[Data extracted from a collection]
#####

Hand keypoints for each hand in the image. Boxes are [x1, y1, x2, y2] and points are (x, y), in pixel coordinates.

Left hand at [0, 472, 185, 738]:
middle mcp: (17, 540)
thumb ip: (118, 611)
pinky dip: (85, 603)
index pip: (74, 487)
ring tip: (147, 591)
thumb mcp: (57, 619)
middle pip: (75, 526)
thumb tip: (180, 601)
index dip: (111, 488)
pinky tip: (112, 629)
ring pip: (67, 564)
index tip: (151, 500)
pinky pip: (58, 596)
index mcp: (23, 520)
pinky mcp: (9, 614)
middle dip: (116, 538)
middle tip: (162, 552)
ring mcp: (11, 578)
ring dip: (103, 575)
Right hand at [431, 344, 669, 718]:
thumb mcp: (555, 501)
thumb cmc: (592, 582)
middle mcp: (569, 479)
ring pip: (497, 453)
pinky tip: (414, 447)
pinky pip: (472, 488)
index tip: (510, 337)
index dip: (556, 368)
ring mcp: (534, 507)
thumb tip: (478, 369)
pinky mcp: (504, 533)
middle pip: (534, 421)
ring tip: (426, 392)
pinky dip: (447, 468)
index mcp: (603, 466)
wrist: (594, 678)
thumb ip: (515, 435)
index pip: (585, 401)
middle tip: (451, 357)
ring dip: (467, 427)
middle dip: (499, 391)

#####

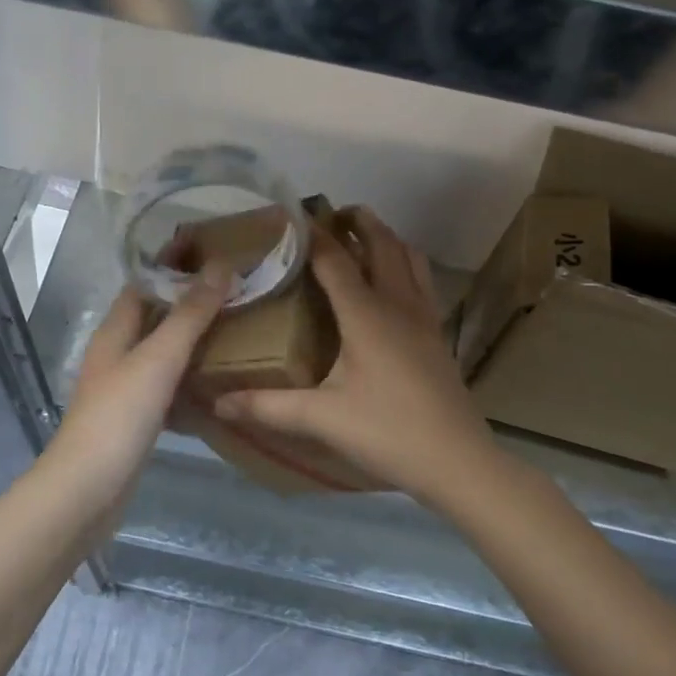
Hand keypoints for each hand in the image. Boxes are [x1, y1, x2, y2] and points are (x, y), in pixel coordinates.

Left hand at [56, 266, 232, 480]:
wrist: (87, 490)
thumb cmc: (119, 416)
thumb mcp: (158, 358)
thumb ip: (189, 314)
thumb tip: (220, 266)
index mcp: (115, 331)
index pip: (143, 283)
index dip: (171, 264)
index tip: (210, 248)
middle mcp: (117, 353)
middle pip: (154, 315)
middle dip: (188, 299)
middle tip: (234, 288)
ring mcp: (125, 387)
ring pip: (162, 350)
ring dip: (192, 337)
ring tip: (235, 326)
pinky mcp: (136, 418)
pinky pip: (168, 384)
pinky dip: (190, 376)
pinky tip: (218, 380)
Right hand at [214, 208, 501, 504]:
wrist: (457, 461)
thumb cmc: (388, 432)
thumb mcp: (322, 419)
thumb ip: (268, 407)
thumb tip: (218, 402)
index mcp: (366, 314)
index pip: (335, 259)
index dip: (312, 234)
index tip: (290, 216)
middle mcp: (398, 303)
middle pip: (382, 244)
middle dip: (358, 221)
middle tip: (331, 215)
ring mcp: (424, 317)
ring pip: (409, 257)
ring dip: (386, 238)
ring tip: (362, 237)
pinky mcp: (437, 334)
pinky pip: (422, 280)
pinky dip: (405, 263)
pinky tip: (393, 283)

#####

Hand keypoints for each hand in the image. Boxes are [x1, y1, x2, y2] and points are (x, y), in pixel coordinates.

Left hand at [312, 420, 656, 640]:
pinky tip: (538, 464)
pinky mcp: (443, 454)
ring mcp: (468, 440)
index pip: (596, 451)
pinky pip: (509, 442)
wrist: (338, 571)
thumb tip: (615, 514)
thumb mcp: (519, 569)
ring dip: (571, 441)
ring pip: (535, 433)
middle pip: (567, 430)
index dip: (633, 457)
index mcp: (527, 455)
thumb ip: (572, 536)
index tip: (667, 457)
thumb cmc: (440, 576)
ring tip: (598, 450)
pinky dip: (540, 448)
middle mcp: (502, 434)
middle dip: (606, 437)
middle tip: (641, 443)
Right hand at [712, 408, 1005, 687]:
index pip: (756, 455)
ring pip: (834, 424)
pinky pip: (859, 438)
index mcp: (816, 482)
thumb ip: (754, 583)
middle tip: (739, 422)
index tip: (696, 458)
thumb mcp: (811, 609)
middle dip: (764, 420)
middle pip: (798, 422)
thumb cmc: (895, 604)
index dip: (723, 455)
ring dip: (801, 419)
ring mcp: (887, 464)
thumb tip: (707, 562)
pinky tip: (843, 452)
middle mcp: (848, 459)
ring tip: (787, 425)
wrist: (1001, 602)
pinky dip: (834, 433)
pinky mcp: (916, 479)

#####

● BRIEF
Looking at the entries above, can you reproduce exactly the lines from the one that holds "index dip: (111, 488)" through the one that holds "thumb cmc: (592, 582)", and only those?

● WRITTEN ANSWER
index dip: (111, 488)
pinky tip: (112, 629)
ring pip: (67, 564)
index tip: (151, 500)
pinky pip: (58, 596)
index mcp: (23, 520)
pinky mcp: (9, 614)
middle dip: (116, 538)
middle tip: (162, 552)
ring mcp: (11, 578)
ring dip: (103, 575)
Right hand at [431, 344, 669, 718]:
thumb mcp: (555, 501)
thumb cmc: (592, 582)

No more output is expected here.